01:00 – Morgan Brown (Boston Children's):

That was a good call-out, Kathy. The one issue with the LPs is that you may not give multimodal during

your brief anesthetic — you might have to give some narcotics — but those kids may be on multimodal

that extends beyond the period we're capturing, so you might get more cases flagged.

01:01 – Cathie Jones (Boston Children's):

Yeah, I agree with excluding LPs, because most of the time when I do them they get a little fentanyl and

have EMLA, and that's it — especially when we do them at the cancer center.

01:01 – Morgan Brown (Boston Children's):

Maybe, Meridith, we could look at the central lines and see what those cases are — whether they're

really the ports — because I think you're right, Kathy, a port would be a more major procedure, and it

would be much more reasonable to consider giving them multimodal.

01:01 – Cathie Jones (Boston Children's):

I think we do a lot of tunneled lines in peds — more than the adult world — where they have more pain,

often from the tunnel site.

01:02 – Meridith Wade (MPOG):

Yeah, I can look into that, definitely.

01:02 – Morgan Brown (Boston Children's):

Other questions or thoughts? We're getting close to five o'clock, so please speak up. Okay.

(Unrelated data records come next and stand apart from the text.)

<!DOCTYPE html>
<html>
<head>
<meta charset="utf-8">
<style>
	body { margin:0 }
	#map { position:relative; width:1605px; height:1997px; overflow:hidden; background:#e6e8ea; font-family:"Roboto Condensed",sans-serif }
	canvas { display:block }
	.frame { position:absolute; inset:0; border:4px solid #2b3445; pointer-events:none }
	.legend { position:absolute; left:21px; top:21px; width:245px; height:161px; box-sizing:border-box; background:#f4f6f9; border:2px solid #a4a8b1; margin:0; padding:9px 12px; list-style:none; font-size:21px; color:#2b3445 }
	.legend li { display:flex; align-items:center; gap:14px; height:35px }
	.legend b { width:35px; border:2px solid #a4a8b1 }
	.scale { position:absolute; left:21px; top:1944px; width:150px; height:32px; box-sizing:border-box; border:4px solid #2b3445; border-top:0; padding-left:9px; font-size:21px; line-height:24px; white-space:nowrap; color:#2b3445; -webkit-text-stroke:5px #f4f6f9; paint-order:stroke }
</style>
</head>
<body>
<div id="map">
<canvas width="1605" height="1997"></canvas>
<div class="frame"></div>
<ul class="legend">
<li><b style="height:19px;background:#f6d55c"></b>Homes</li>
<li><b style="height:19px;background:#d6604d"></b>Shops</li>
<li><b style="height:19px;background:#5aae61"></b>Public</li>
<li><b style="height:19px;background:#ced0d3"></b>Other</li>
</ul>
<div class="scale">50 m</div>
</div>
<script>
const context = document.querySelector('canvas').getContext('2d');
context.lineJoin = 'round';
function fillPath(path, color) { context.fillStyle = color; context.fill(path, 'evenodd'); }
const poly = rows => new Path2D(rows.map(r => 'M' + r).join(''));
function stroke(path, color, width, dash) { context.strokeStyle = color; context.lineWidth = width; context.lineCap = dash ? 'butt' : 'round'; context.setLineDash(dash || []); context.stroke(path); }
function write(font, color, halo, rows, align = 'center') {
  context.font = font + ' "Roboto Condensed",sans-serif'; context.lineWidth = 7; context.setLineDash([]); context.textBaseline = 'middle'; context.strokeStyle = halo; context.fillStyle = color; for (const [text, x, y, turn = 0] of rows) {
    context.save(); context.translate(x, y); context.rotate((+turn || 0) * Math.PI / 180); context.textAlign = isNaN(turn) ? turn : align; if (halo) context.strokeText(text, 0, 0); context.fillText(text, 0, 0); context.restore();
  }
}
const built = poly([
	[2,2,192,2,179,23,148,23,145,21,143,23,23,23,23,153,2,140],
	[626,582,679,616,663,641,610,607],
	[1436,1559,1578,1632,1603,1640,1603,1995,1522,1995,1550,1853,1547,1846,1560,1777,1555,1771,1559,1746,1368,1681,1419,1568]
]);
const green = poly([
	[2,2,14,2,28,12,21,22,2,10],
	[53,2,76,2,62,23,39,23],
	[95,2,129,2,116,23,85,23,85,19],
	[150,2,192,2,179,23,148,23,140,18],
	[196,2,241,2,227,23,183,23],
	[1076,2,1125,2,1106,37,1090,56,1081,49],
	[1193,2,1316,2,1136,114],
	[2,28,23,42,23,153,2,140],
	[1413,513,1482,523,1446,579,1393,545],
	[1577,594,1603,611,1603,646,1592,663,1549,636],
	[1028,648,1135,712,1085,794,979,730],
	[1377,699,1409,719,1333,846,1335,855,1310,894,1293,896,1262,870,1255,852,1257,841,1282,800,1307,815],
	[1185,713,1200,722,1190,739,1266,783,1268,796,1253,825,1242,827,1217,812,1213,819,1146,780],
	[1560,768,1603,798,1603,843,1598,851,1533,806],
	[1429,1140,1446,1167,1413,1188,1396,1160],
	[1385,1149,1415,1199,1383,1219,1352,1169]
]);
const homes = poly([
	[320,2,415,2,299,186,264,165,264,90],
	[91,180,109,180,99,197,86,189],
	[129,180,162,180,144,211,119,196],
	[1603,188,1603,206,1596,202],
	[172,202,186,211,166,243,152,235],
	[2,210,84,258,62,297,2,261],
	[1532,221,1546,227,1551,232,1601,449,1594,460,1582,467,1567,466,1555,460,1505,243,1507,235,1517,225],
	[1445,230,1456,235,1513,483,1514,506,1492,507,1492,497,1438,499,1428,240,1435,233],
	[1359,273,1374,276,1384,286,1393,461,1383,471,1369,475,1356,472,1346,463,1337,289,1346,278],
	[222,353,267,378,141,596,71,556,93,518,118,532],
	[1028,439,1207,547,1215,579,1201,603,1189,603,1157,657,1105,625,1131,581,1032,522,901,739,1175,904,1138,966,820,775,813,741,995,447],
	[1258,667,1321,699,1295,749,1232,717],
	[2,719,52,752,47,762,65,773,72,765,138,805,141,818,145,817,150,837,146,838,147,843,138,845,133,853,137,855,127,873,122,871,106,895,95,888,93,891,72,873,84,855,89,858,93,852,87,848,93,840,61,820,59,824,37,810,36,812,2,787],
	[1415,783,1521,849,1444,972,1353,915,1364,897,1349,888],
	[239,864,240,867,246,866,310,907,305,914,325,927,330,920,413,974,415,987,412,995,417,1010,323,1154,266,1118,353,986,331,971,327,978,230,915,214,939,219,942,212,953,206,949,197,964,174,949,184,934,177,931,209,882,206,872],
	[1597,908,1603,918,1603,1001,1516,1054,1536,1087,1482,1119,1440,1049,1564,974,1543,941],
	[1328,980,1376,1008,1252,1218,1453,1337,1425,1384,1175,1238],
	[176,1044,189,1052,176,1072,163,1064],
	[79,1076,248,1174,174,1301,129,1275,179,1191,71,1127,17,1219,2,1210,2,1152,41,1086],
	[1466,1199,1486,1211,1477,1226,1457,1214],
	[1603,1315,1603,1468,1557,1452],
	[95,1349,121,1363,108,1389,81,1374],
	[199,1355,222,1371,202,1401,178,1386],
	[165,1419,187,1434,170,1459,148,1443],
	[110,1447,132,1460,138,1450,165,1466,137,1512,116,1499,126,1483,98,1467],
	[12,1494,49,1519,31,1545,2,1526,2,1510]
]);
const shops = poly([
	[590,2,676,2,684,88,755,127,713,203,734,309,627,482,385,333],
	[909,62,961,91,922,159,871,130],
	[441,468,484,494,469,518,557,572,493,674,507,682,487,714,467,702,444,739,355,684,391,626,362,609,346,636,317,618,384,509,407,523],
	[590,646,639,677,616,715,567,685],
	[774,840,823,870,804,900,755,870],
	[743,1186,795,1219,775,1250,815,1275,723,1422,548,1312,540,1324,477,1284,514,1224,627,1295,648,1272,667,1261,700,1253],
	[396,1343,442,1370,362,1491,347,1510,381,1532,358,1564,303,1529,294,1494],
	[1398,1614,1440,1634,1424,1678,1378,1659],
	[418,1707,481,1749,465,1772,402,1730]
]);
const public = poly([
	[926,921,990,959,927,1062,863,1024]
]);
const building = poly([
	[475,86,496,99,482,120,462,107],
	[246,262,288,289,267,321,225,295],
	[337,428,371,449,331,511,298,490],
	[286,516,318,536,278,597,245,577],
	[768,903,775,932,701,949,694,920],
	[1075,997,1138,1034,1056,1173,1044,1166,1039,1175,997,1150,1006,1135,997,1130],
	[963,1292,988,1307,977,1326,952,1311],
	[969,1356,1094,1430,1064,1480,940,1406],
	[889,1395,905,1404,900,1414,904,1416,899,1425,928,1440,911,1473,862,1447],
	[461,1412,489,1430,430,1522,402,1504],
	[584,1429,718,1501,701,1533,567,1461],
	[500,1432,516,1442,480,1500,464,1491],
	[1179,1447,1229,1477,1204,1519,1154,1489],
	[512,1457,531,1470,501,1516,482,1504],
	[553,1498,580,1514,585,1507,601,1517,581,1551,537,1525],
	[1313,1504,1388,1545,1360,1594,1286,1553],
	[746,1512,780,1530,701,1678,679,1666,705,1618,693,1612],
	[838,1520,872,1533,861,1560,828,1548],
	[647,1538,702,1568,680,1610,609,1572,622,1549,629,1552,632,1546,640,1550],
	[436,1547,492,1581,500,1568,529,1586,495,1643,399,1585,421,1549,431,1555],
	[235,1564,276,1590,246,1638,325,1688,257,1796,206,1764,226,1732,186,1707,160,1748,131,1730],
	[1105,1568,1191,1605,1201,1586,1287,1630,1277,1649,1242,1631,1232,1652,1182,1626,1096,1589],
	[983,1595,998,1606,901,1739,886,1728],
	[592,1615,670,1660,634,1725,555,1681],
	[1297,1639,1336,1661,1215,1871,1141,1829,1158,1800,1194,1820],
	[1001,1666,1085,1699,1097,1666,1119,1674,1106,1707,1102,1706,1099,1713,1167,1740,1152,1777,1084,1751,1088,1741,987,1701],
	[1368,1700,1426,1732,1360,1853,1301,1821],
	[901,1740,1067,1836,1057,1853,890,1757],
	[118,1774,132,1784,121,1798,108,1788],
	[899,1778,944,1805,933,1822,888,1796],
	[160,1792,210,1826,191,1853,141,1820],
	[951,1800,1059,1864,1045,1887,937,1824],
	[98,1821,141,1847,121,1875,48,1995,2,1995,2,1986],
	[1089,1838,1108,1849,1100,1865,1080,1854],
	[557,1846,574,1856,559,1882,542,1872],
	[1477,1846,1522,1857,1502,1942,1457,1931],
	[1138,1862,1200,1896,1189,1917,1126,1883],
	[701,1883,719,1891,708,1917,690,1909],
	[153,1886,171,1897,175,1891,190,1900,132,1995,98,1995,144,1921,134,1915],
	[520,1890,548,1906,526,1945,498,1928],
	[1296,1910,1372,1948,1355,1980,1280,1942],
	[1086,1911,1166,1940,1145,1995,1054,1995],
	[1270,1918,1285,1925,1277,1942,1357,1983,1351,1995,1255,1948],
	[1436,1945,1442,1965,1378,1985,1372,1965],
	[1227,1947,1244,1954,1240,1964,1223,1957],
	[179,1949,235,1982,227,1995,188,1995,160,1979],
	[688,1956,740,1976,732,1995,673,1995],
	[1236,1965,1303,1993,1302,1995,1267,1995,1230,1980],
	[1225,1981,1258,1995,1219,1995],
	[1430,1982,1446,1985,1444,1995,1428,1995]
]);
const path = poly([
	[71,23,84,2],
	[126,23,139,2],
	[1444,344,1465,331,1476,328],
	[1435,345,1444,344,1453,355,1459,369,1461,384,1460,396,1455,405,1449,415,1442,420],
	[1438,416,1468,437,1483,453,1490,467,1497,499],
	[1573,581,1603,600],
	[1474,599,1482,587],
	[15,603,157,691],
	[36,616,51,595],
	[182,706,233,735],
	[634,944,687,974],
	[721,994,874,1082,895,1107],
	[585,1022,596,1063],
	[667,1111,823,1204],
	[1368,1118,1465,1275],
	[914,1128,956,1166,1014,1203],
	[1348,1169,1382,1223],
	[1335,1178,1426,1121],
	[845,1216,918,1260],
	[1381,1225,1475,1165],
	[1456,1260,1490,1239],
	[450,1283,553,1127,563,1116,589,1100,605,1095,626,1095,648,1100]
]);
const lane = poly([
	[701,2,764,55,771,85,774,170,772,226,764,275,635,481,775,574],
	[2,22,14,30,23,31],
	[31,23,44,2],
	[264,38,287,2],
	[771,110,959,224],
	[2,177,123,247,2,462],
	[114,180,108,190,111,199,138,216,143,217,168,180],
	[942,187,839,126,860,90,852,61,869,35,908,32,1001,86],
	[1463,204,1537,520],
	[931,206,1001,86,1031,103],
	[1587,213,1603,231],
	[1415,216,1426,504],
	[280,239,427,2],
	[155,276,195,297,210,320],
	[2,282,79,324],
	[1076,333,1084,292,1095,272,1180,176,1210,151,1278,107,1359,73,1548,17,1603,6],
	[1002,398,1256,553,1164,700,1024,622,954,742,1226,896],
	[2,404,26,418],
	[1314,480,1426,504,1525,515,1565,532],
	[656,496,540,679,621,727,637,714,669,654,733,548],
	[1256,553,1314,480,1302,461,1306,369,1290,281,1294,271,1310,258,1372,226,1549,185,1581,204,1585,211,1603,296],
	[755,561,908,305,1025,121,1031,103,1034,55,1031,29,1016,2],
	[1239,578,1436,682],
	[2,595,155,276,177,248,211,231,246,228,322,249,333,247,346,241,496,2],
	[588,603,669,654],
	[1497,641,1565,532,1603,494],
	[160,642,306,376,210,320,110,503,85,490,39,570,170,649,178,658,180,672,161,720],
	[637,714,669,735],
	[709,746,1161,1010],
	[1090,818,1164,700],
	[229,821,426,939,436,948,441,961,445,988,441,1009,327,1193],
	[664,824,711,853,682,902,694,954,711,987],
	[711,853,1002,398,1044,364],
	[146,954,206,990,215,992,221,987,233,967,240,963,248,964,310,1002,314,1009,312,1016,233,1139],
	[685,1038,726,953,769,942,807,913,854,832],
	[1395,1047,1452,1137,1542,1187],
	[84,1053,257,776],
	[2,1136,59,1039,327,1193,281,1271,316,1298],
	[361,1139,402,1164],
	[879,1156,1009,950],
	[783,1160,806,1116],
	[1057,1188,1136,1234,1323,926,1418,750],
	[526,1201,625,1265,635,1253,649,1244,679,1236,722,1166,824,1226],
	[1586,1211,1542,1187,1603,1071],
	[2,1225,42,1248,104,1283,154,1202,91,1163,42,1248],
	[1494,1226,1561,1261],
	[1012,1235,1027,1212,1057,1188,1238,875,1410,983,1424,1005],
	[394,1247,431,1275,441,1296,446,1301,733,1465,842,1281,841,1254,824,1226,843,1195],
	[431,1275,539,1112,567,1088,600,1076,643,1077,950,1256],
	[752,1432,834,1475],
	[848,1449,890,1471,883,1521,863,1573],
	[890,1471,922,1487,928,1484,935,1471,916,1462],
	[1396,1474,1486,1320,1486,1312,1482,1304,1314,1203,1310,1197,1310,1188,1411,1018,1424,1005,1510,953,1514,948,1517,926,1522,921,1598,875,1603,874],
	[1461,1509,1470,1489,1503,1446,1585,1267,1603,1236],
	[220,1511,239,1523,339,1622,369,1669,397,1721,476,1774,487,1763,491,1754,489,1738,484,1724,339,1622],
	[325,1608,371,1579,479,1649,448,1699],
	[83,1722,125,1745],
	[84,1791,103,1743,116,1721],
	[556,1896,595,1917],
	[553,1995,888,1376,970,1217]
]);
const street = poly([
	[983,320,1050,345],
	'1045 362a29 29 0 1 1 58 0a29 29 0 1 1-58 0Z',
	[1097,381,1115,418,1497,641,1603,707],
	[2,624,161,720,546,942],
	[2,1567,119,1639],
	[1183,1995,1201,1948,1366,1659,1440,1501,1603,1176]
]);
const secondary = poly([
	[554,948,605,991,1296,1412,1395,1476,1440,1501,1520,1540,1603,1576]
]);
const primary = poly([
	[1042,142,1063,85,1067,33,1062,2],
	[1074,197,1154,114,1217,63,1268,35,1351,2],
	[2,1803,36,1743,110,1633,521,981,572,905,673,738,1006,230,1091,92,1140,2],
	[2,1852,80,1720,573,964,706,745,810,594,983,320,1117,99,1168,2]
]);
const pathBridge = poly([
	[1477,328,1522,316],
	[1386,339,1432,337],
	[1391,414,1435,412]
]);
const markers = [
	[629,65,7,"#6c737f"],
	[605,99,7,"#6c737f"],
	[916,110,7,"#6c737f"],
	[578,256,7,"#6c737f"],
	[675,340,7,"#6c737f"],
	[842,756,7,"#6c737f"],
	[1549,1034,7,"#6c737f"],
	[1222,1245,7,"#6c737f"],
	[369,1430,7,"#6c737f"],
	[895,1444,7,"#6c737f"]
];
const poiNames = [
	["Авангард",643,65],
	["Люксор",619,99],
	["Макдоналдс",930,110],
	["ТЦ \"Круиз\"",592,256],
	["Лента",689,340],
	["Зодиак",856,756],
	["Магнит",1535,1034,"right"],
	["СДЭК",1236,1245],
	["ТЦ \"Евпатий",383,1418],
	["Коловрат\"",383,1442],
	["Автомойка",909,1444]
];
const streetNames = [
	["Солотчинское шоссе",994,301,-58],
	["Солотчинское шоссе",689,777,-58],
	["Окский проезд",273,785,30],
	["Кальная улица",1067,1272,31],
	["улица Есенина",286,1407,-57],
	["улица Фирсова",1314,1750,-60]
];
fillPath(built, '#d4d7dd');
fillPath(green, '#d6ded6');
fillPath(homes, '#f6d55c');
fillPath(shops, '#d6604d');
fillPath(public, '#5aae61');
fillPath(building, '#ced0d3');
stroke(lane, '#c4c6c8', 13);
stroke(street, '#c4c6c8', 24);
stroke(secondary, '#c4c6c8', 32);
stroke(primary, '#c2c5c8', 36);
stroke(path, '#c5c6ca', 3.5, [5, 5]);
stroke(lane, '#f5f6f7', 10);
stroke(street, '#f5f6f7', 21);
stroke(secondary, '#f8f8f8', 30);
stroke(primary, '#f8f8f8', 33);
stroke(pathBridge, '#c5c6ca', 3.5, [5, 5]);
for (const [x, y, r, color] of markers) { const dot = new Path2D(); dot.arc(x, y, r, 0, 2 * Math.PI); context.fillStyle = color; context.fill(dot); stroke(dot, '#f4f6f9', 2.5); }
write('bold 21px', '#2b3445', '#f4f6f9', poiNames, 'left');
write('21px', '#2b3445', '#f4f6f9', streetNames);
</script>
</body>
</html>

01:02 – Morgan Brown (Boston Children's):

Well, on that note, I hope this has sparked your interest in talking about pain, because that will be a

topic of our next meeting, where we'll try to review what we want to do with it. For TEMP-04, it looks

like our vote is to go ahead with the modifications as proposed by Lauren — great, thanks, everybody,

for participating. Now let's go ahead and vote for multimodal analgesia.

01:03 – Meridith Wade (MPOG):

Trying to get to the poll — sorry, I've got seven screens open.

01:03 – Meridith Wade (MPOG):

Just going back quickly to the temperature — there was one question from Dr. Huntington about

whether, if the proposal is a duration of hypothermia, it would be cumulative or a single hypothermic

episode.

01:03 – Morgan Brown (Boston Children's):

I think we'd want to do cumulative, because I'd be worried that if it were separated it would be an error

from someone's temperature probe having fallen out. At least, that would be my first inclination.

01:03 – Meridith Wade (MPOG):

Okay.

01:04 – Morgan Brown (Boston Children's):

All right, well, thank you, everybody, again, for coming and participating — we really appreciate

everyone's contributions. As always, reach out to Meridith if you'd like to get on the email list; everyone

at any site is welcome to join us and have these conversations about hypothermia and pain. These aren't

things everyone likes talking about, so it's nice to find other people who are interested. We'll see you

again, and it looks like we're probably going to be going ahead with the pain changes as well. Meridith,

as always, will send out updates through Basecamp, so look for that, and we'll see you in October.

01:04 – Meridith Wade (MPOG):

Thanks, everyone. And thanks, Morgan, for doing that review, and Lauren.

01:04 – Morgan Brown (Boston Children's):

No problem. And for all the quality champions on the line, going forward, if we don't have volunteers,

we're going to be emailing you to get you to volunteer.

01:04 – Meridith Wade (MPOG):

Spoiler alert.

01:05 – Morgan Brown (Boston Children's):

Exactly. It's all good — it's a good chance to review things. All right, thanks, everybody.